I mean, this sentence:

The istioctl command supports the full IstioOperator API via command-line options for individual settings or for passing a yaml file containing an IstioOperator custom resource (CR).

For use with istioctl, it might be easier if the API was called IstioConfiguration or IstioValues etc.

If we change the name and keep that resource, we might as well change the structure too.

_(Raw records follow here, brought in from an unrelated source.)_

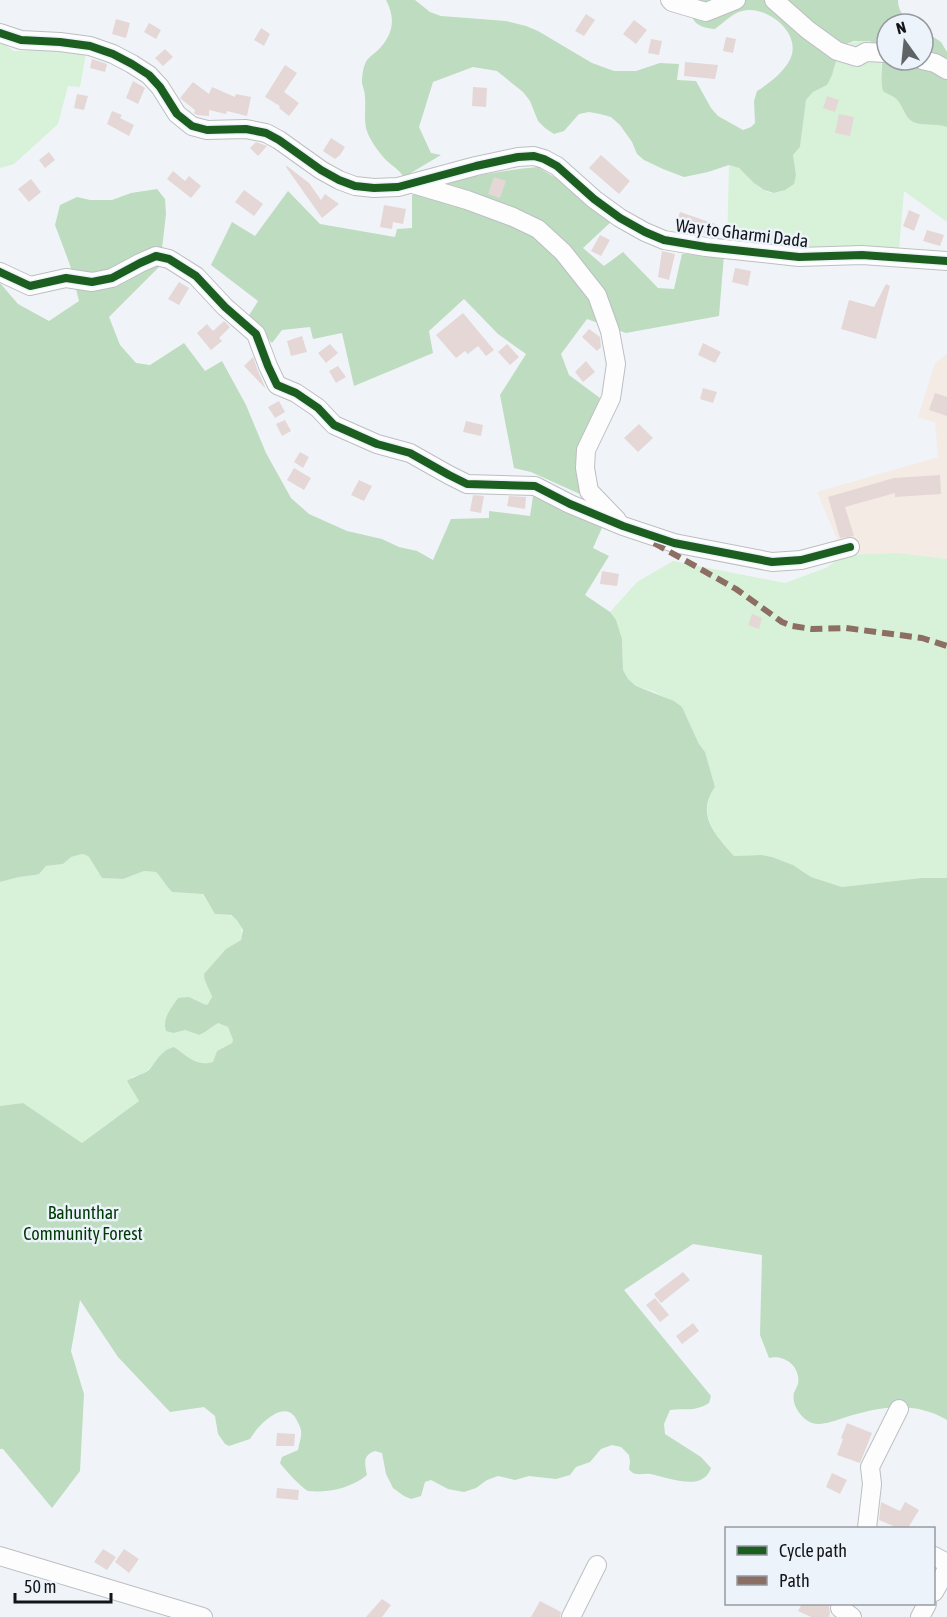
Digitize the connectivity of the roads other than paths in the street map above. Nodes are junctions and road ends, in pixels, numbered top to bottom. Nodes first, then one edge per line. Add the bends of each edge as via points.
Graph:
1 (670, 0) edge
2 (736, 0) edge
3 (774, 0) edge
4 (1, 36) edge
5 (875, 52) edge
6 (413, 184) junction
7 (947, 261) edge
8 (0, 272) edge
9 (623, 525) junction
10 (850, 547) dead end
11 (899, 1408) dead end
12 (867, 1527) edge
13 (0, 1556) edge
14 (597, 1565) dead end
15 (947, 1569) edge
16 (935, 1589) edge
17 (203, 1617) edge
18 (572, 1617) edge

1 - 2 street via 705,12
3 - 5 street via 837,51 858,57
4 - 6 street, Way to Gharmi Dada via 98,48 149,75 177,114 192,126 202,130 246,129 266,133 321,170 355,186 388,188
6 - 7 street, Way to Gharmi Dada via 476,166 534,156 557,166 620,218 664,240 799,257 862,255
6 - 9 street via 467,200 538,229 563,252 597,295 616,364 611,398 586,450 585,468 590,491
8 - 9 street via 30,286 66,278 92,282 112,278 156,256 169,259 196,276 256,334 277,386 304,398 334,425 410,453 467,484 535,486
9 - 10 street via 674,543 772,562 801,560
11 - 12 street via 870,1467
13 - 17 street
14 - 18 street
15 - 16 street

Have we considered hewing (ideally very) closely to regular a Helm Chart.yaml + values.yaml ?

e.g.

IstioManifest.yml ->

apiVersion: istio-manifest-v1
dependencies:
  - name: base
    version: 1.0.0
    repository: "https://istio-release.storage.googleapis.com/charts/base"
  - name: cni
    version: 1.0.0
    repository: "https://istio-release.storage.googleapis.com/charts/istio-cni"
  - name: istiod
    version: 1.0.0
    repository: "https://istio-release.storage.googleapis.com/charts/istio-discovery"
    condition: istiod.enabled
  - name: ztunnel
    version: 1.0.0
    repository: "https://istio-release.storage.googleapis.com/charts/ztunnel"
values:
  <dump of bog-standard values.yaml overrides>

That's unsurprising, and all that we need. The only difference between a helm wrapper chart yaml and what we want IstioNewResource to do is install the named components in a custom order and manage their upgrade/removal in a custom order - but the declarative YAML that lists the components and has value overrides for them might as well be as close to the existing tool as it can be (i.e. as far as I can tell it can be nearly identical).

If we need a custom Istio manifest at all, I don't think we need it to be more complex than the above.